*Material provided*.
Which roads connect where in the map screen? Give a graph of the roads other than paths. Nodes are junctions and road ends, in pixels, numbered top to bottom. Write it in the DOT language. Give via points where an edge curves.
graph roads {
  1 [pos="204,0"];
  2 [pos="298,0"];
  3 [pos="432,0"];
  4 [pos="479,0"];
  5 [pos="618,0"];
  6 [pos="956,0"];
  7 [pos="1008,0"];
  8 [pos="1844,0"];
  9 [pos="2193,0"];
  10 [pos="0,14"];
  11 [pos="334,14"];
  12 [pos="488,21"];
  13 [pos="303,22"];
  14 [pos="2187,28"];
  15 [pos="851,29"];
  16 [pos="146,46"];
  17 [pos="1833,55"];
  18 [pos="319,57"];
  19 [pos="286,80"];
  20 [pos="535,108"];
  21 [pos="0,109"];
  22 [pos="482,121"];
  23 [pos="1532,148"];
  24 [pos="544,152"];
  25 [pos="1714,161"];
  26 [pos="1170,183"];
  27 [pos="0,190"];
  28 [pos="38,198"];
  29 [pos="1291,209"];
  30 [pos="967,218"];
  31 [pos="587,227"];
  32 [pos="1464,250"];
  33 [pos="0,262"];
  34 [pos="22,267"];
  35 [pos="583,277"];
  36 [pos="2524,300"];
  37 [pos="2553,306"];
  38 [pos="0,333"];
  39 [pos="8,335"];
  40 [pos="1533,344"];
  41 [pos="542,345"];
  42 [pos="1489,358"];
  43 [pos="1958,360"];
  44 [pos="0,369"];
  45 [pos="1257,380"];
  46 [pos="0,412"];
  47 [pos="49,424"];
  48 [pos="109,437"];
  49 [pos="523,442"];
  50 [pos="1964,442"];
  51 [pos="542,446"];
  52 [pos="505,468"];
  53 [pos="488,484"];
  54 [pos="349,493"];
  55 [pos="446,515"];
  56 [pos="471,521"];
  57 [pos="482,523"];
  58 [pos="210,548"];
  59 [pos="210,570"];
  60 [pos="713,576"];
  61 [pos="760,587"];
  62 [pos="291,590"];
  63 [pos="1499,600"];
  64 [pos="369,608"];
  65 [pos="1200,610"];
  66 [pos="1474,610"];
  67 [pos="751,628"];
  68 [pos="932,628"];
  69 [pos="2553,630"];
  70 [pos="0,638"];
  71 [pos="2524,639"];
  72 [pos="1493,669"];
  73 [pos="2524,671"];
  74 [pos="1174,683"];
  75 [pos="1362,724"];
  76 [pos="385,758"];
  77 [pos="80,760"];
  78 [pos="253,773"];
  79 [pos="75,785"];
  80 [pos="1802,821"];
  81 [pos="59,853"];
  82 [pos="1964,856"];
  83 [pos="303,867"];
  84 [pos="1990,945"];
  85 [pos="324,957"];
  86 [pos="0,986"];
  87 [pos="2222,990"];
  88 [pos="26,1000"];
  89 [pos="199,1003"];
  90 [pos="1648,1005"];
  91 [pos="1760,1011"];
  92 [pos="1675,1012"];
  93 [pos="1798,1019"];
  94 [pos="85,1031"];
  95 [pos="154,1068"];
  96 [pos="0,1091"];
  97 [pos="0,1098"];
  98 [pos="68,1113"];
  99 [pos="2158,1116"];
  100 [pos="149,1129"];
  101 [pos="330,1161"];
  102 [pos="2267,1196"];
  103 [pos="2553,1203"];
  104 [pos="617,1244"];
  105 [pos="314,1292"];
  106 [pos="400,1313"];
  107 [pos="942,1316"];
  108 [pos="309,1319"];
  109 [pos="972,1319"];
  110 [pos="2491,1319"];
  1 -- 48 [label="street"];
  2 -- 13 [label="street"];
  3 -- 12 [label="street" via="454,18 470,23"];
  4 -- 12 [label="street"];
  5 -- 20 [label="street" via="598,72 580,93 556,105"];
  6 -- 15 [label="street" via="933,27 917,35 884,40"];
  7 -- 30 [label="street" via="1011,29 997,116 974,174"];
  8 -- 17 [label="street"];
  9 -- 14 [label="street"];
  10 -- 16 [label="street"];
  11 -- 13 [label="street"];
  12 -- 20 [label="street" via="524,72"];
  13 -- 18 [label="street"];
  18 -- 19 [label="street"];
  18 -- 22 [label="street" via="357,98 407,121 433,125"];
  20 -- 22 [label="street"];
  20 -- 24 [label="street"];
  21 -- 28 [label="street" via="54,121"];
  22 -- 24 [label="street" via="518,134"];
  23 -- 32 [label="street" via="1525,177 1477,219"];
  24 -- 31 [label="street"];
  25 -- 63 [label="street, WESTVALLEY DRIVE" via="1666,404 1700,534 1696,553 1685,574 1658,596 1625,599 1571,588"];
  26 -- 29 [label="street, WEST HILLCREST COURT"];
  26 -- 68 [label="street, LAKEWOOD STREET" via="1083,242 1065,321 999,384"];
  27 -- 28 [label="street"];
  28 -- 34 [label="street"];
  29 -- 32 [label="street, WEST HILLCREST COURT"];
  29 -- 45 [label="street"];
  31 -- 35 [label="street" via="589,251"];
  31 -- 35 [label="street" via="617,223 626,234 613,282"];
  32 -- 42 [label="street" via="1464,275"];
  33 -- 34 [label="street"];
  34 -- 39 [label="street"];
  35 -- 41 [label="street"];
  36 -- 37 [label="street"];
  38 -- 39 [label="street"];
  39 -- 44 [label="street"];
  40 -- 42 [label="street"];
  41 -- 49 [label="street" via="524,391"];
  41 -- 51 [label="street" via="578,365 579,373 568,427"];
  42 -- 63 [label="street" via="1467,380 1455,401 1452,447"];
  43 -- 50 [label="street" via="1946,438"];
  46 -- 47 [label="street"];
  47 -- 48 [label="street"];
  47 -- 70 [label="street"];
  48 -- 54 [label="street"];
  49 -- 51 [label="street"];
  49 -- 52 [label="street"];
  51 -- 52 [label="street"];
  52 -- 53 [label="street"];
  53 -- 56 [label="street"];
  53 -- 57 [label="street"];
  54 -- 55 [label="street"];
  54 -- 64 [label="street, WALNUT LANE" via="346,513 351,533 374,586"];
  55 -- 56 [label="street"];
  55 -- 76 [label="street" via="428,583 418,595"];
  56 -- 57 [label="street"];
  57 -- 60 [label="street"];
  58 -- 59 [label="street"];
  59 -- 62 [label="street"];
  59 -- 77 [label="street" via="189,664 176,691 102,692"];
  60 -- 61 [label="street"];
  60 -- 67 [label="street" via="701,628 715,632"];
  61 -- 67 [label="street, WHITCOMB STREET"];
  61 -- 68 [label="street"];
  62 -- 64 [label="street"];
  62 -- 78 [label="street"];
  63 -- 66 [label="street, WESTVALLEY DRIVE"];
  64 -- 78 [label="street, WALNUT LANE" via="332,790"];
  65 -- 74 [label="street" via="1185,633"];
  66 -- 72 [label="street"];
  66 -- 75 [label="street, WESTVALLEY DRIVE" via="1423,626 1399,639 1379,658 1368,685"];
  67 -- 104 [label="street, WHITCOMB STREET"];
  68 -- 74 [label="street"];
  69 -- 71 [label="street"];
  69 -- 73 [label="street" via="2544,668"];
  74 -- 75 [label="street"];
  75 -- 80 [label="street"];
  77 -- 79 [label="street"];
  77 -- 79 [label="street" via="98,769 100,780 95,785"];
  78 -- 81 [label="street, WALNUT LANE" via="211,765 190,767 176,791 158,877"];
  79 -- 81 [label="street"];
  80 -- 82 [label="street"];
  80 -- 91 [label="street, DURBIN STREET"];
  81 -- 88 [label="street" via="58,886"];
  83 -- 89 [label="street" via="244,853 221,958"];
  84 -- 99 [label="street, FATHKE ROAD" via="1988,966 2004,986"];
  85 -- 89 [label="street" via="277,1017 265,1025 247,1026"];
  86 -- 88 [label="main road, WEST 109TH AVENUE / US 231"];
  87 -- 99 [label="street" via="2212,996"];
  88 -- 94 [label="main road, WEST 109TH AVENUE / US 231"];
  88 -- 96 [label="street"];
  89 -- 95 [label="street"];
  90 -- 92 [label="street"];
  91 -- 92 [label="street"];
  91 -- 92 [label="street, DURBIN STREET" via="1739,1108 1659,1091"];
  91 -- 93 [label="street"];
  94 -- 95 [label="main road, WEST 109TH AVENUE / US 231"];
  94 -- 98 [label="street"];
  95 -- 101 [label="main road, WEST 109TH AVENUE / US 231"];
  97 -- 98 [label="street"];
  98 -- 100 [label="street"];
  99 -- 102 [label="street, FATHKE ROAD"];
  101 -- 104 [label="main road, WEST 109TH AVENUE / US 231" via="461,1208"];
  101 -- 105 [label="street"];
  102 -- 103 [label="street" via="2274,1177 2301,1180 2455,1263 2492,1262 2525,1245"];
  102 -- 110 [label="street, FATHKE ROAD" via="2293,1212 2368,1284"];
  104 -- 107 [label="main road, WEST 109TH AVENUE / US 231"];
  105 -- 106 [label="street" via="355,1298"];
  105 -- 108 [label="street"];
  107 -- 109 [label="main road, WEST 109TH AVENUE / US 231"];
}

*Assignment*. Look over the material above and show each line where "DRIVE" appears.

*Solution to this problem*.
  25 -- 63 [label="street, WESTVALLEY DRIVE" via="1666,404 1700,534 1696,553 1685,574 1658,596 1625,599 1571,588"];
  63 -- 66 [label="street, WESTVALLEY DRIVE"];
  66 -- 75 [label="street, WESTVALLEY DRIVE" via="1423,626 1399,639 1379,658 1368,685"];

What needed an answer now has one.